Good Neighbour Energy Fund expanded to include more Nova Scotians

Fund covers firewood, oil, propane or electricity to heat homes

Nova Scotia’s Good Neighbour Energy Fund is open from Jan. 15 to April 30 for assistance to help heat homes.   Silas Brown

The province says the Good Neighbour Energy Fund’s eligibility requirement has been raised to help more Nova Scotians heat their homes this winter.

The income threshold went from $16,000 in 2017 to $21,000 for single income and from $24,000 to $39,000 for a family of four. The Salvation Army, which runs the program, started to take applications on Monday.

“It takes a village, not only to raise a child, but to accomplish so many other things in community,” said Maj. Wade Budgell, divisional commander of the Salvation Army.

“What we are unable to accomplish as one agency often becomes not only possible, but very powerful when a collection of partners in the community come together in the spirit of unity and cooperation.”

The fund has been run through the Salvation Army since 1997. Applications are open from Jan. 15 until April 30. Applicants receive up to $400 worth of resources to heat their home, whether it’s wood, oil or electricity. Applicants can only reapply every two years because the fund is meant to act as emergency assistance.

“It can happen to anyone, like in situations as the storm earlier this month or the cold we have been facing this winter,” said Halifax Atlantic MLA Brendan Maguire, who announced the eligibility change Monday at the Salvation Army on Gottingen Street.

For James Woods, the program co-ordinator at the Salvation Army, the announcement was good news. Woods works directly with applicants who need firewood, coal, fuel oil, propane or electricity in winter. He often receives applications from people of all ages.

Last year the Energy Fund program helped 1,877 people, but Woods said more than 2,200 people applied. Most of the applications came from Cape Breton.

Woods said people are applying to the program as early as November, even though it does not open till January.

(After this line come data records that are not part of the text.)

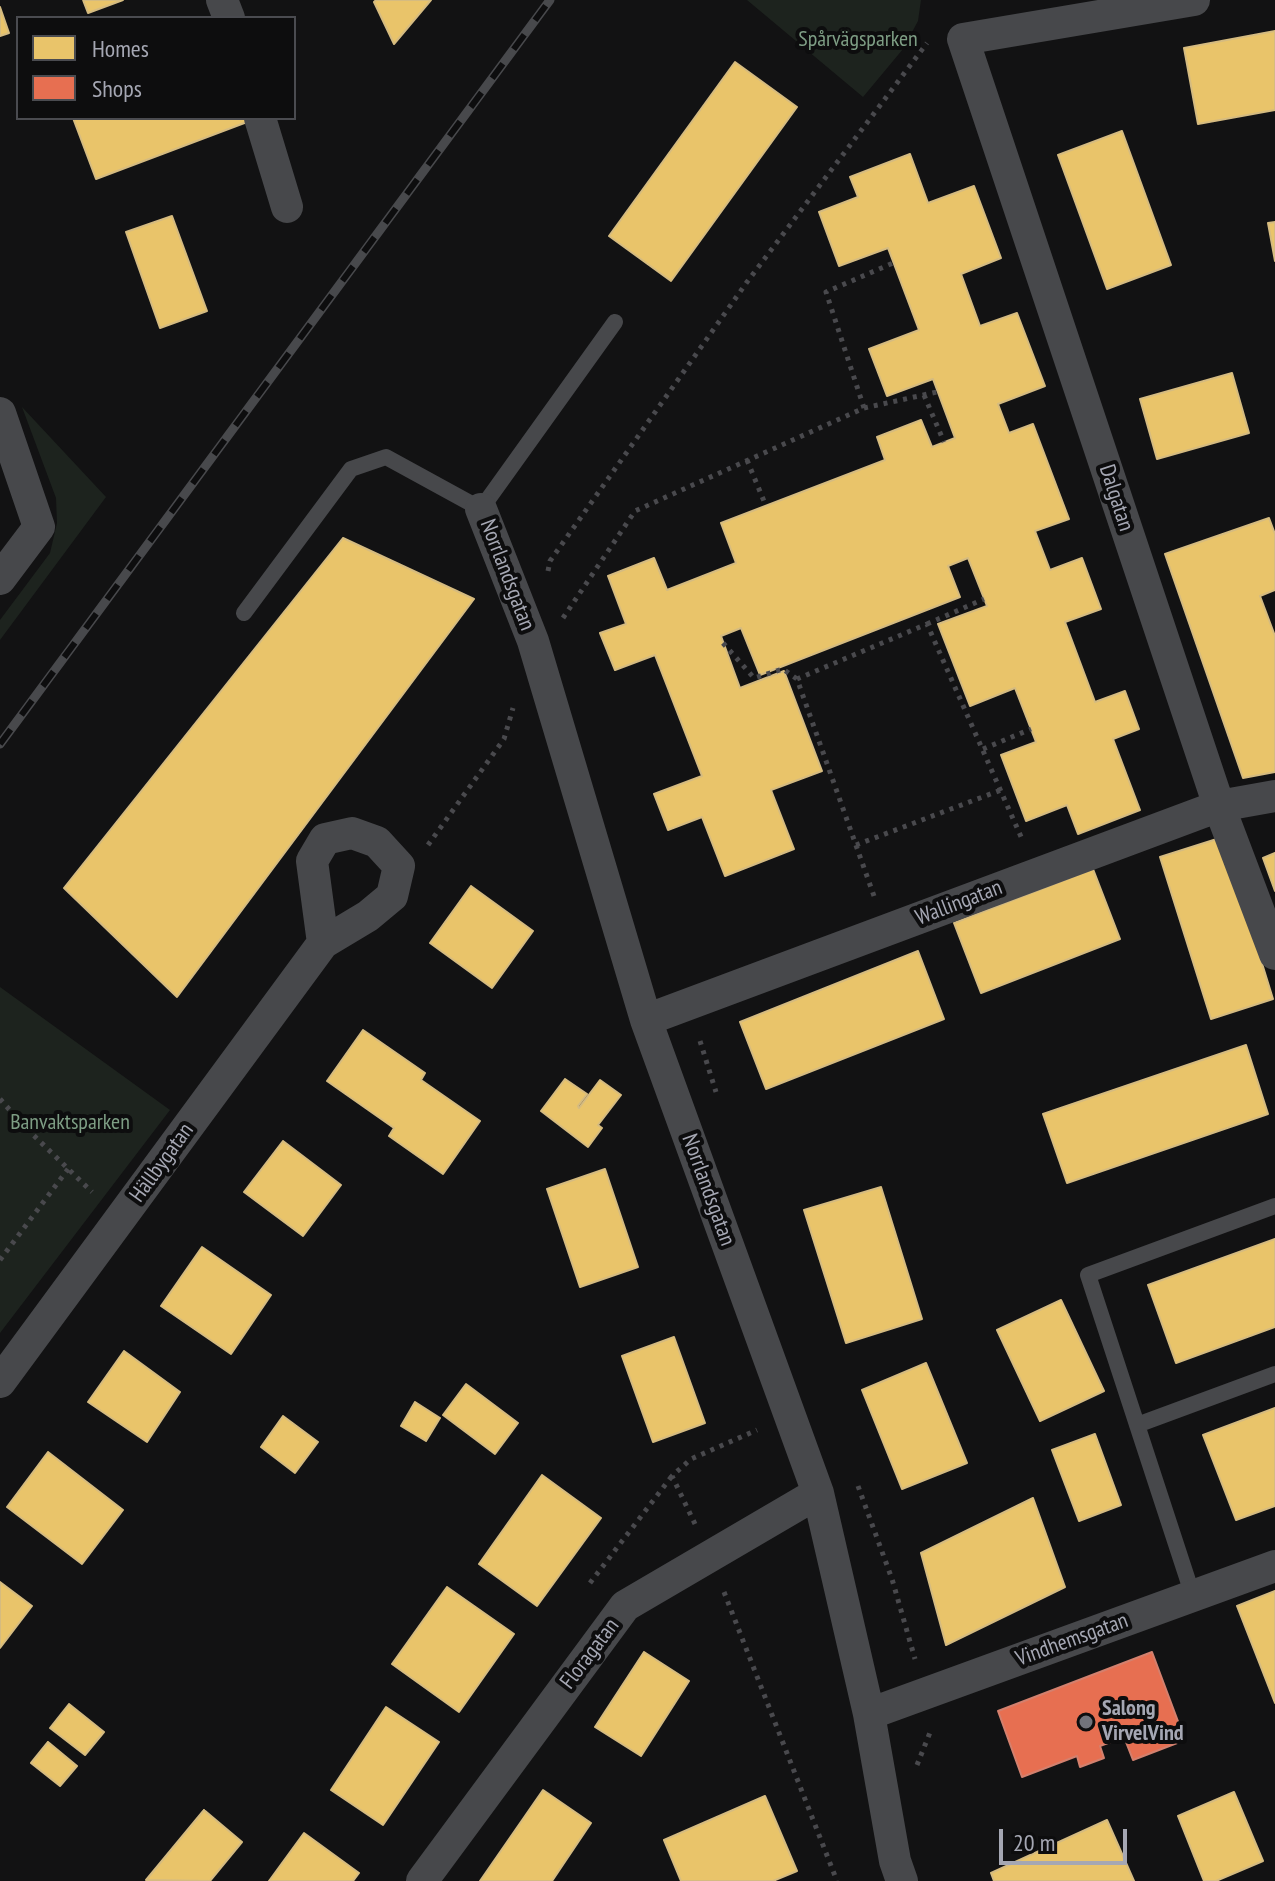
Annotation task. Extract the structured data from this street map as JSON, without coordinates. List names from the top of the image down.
{
  "streets": {
    "street": [
      "Dalgatan",
      "Norrlandsgatan",
      "Wallingatan",
      "Hällbygatan",
      "Vindhemsgatan",
      "Floragatan"
    ]
  },
  "crossings": [
    ["Dalgatan", "Wallingatan"],
    ["Norrlandsgatan", "Wallingatan"],
    ["Norrlandsgatan", "Vindhemsgatan"],
    ["Norrlandsgatan", "Floragatan"]
  ],
  "parks": ["Spårvägsparken", "Banvaktsparken"],
  "places": ["Salong VirvelVind"],
  "legend": ["Homes", "Shops"],
  "scale_bar": "20 m"
}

“It’s disheartening when you get phone calls saying, ‘we are out of oil; we are cold,'” said Woods. “And I try my best to get the applications processed quickly, so that we can help out as many as we can.”

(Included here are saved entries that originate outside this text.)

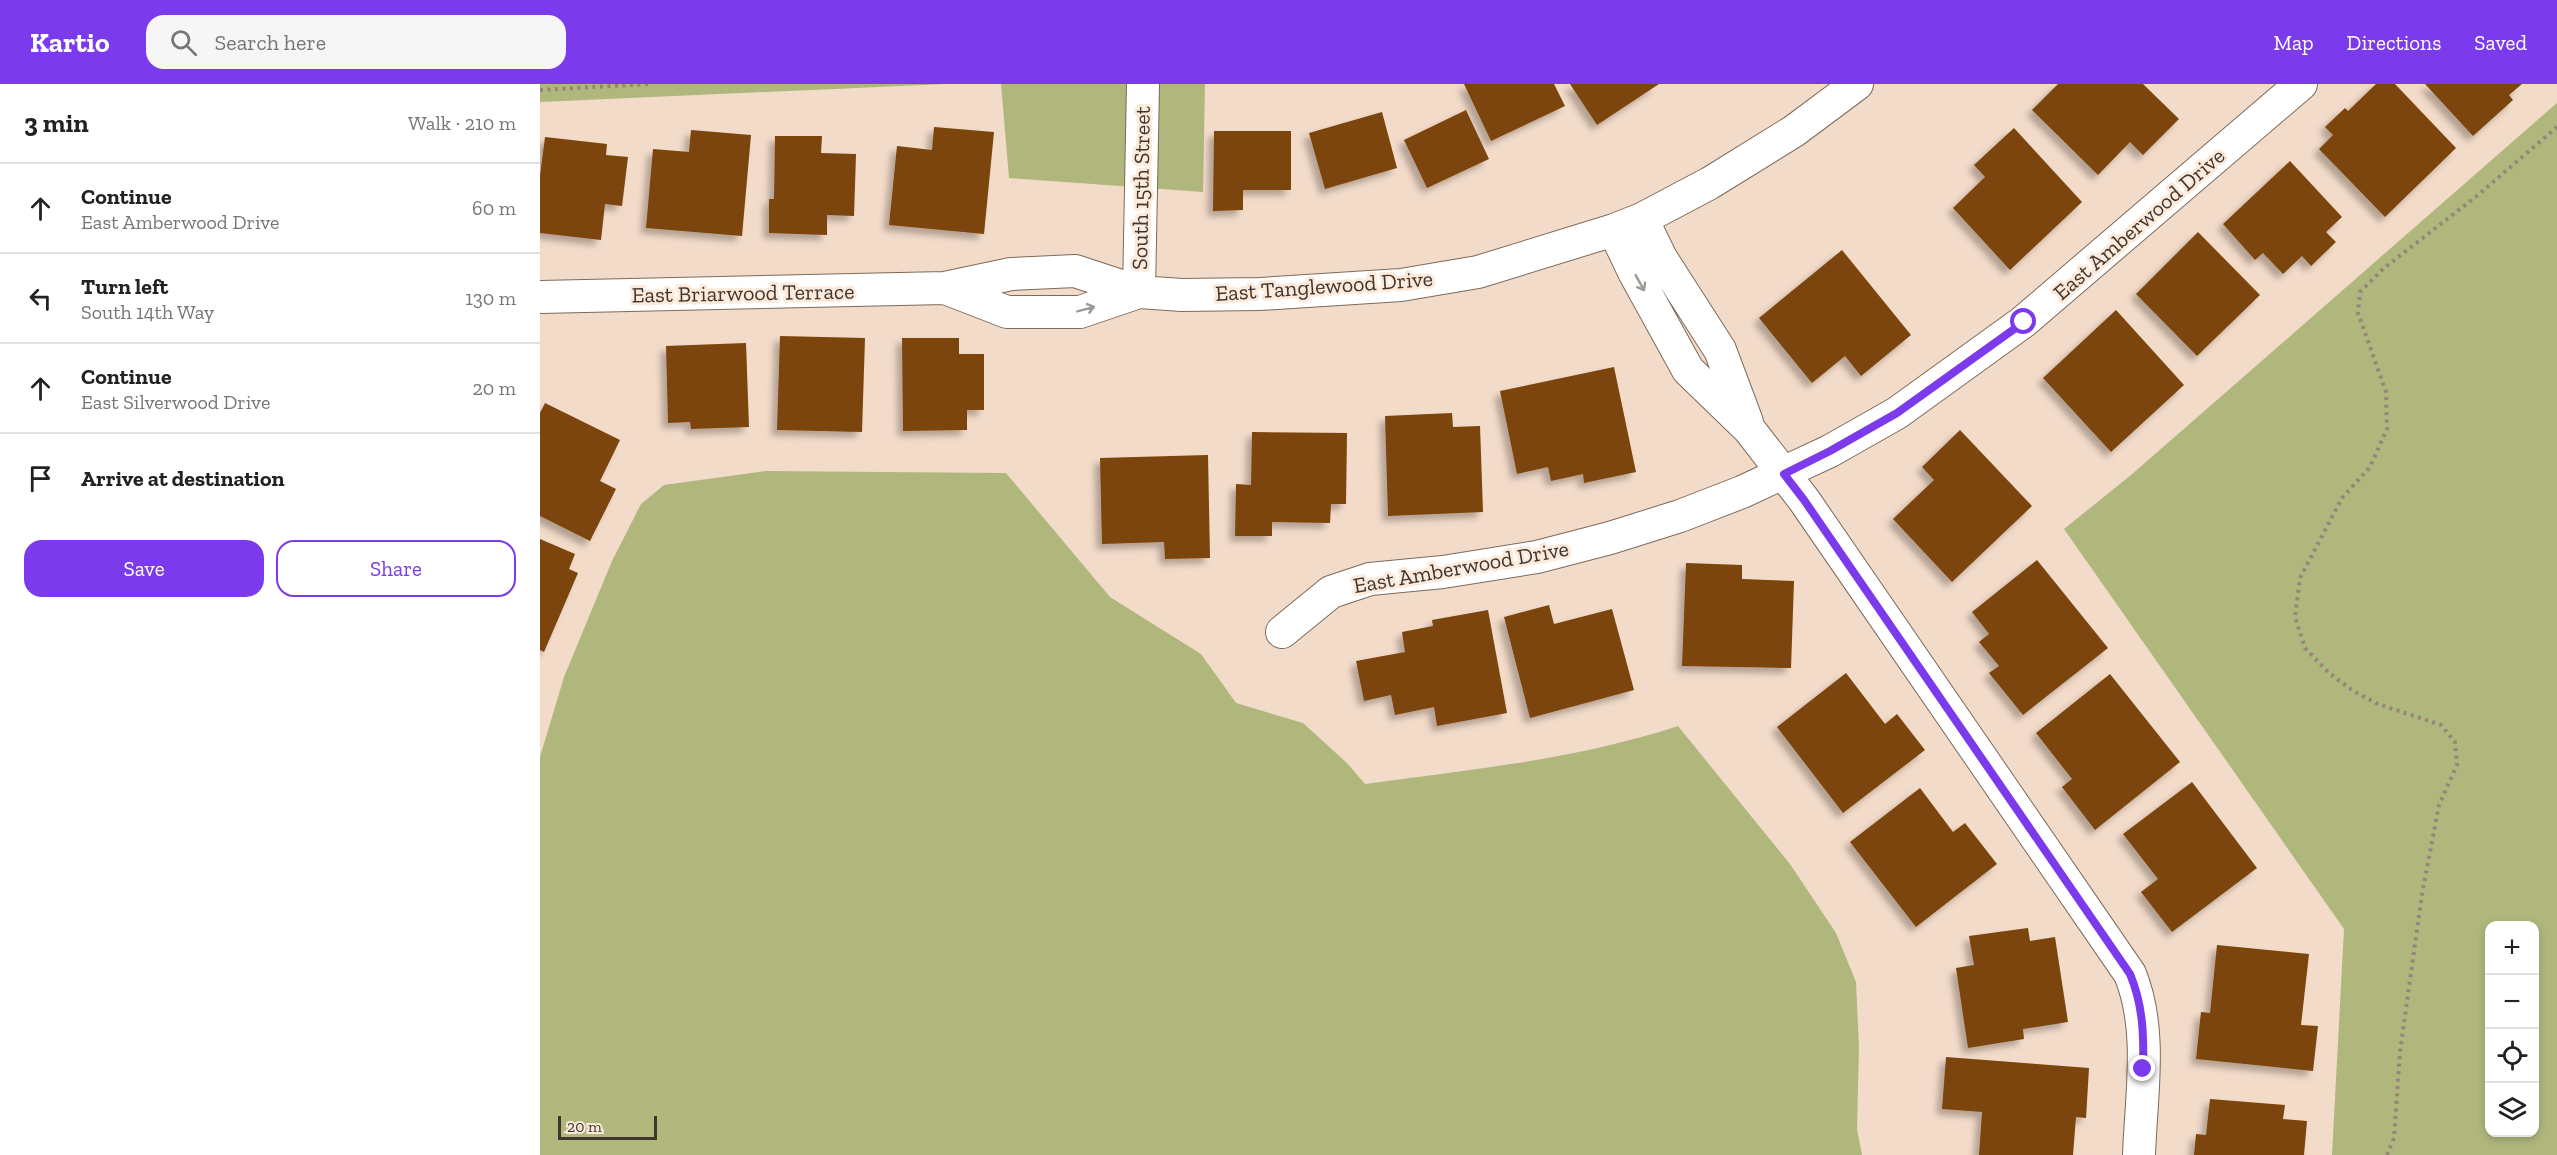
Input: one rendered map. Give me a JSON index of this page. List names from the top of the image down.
{
  "streets": {
    "street": [
      "South 15th Street",
      "East Amberwood Drive",
      "East Tanglewood Drive",
      "East Briarwood Terrace"
    ]
  },
  "crossings": [
    ["South 15th Street", "East Tanglewood Drive"],
    ["South 15th Street", "East Briarwood Terrace"],
    ["East Tanglewood Drive", "East Briarwood Terrace"]
  ],
  "scale_bar": "20 m",
  "page": {
    "header": "Kartio",
    "search": "Search here",
    "nav": ["Map", "Directions", "Saved"],
    "heading": ["3 min", "Walk · 210 m"],
    "list": [
      ["Continue", "East Amberwood Drive", "60 m"],
      ["Turn left", "South 14th Way", "130 m"],
      ["Continue", "East Silverwood Drive", "20 m"],
      "Arrive at destination"
    ],
    "buttons": ["Save", "Share"],
    "map_buttons": ["+", "−"],
    "scale": "20 m"
  }
}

The provincial government is providing up to $800,000 for the fund, while Nova Scotia Power is providing $150,000. Nova Scotia Power says the money comes from outside donations, employee payroll donations and the company’s commitment to match employee fundraising efforts.

Anna Weinstein, spokesperson for the Clean Foundation, also attended Monday’s announcement. She said she works directly with people in low-income situations to incorporate environmental efficiency to improve their financial situation.

“Emergency funds are for crisis situations,” she said after the news conference. “They are not for addressing systemic issues like socio-economic oppression, racial injustice and environmental racism that lead to people being in those situations. That requires a different approach. It the meantime, those things take time and it’s really important to have resources to help people on the spot.”

The Good Neighbour Energy Fund application forms are available on the Salvation Army’s website, at local Salvation Army churches, offices or Salvation Army Thrift Stores.